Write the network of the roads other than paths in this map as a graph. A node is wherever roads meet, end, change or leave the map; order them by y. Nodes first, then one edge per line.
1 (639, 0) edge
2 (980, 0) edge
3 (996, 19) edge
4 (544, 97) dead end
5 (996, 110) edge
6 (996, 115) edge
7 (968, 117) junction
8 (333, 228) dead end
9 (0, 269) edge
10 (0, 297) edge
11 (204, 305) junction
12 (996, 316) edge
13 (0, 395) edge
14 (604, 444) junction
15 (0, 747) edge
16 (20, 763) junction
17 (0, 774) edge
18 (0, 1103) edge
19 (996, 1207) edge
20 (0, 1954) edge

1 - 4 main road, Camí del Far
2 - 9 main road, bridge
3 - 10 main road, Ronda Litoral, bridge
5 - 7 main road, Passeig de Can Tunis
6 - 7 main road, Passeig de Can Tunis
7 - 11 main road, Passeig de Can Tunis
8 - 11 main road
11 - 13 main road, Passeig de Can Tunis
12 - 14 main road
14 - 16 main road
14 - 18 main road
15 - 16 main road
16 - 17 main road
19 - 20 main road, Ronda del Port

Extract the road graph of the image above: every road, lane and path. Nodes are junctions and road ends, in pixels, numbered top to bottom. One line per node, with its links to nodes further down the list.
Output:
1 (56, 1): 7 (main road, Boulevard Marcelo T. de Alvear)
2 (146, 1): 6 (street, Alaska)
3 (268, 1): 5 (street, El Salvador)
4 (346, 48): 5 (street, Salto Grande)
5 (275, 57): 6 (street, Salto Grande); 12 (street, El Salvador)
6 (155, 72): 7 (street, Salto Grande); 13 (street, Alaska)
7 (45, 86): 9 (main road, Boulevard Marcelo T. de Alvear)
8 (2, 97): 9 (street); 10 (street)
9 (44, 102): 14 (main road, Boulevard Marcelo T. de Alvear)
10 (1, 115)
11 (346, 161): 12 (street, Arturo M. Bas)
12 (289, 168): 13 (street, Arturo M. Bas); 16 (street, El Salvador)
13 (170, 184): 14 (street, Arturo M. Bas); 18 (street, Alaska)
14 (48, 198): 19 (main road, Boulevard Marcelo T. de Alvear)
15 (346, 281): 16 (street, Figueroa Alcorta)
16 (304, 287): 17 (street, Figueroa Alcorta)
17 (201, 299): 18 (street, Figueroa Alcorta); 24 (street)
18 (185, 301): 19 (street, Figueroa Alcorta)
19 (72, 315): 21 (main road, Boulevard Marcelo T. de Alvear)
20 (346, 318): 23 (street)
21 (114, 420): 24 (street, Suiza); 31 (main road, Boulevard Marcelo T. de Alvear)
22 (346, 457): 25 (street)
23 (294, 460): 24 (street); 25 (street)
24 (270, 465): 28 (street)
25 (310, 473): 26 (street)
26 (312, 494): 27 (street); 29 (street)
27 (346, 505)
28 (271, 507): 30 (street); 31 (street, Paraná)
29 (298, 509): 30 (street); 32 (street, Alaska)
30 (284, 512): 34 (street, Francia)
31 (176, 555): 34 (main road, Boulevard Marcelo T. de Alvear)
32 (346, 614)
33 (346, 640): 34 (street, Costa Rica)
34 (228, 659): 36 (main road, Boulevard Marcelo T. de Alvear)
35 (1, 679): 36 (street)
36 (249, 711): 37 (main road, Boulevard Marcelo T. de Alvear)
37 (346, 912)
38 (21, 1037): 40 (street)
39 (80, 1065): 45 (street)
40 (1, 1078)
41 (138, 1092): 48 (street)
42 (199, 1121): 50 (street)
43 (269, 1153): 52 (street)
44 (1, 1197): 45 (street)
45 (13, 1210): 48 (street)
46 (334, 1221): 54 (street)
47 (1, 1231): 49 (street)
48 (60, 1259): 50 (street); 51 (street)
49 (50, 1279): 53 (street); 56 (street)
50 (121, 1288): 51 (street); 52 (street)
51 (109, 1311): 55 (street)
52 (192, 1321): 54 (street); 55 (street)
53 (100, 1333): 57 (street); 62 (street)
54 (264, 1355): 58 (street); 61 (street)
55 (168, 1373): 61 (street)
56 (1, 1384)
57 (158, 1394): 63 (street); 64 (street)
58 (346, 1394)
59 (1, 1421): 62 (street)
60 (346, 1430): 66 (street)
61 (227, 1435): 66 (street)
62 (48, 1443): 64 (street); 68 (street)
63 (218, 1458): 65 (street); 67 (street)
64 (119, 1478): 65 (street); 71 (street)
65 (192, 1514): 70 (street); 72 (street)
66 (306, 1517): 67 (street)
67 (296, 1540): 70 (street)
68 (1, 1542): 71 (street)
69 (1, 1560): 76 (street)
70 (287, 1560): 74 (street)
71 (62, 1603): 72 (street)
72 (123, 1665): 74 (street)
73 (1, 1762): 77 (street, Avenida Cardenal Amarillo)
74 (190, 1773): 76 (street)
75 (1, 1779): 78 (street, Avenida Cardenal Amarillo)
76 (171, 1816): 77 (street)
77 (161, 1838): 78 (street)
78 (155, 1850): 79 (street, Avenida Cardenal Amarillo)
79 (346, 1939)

***

* _Task item_:
Which lines of the data hold the string "bridge"? Return each of them.

* _Exercise response_:
2 - 9 main road, bridge
3 - 10 main road, Ronda Litoral, bridge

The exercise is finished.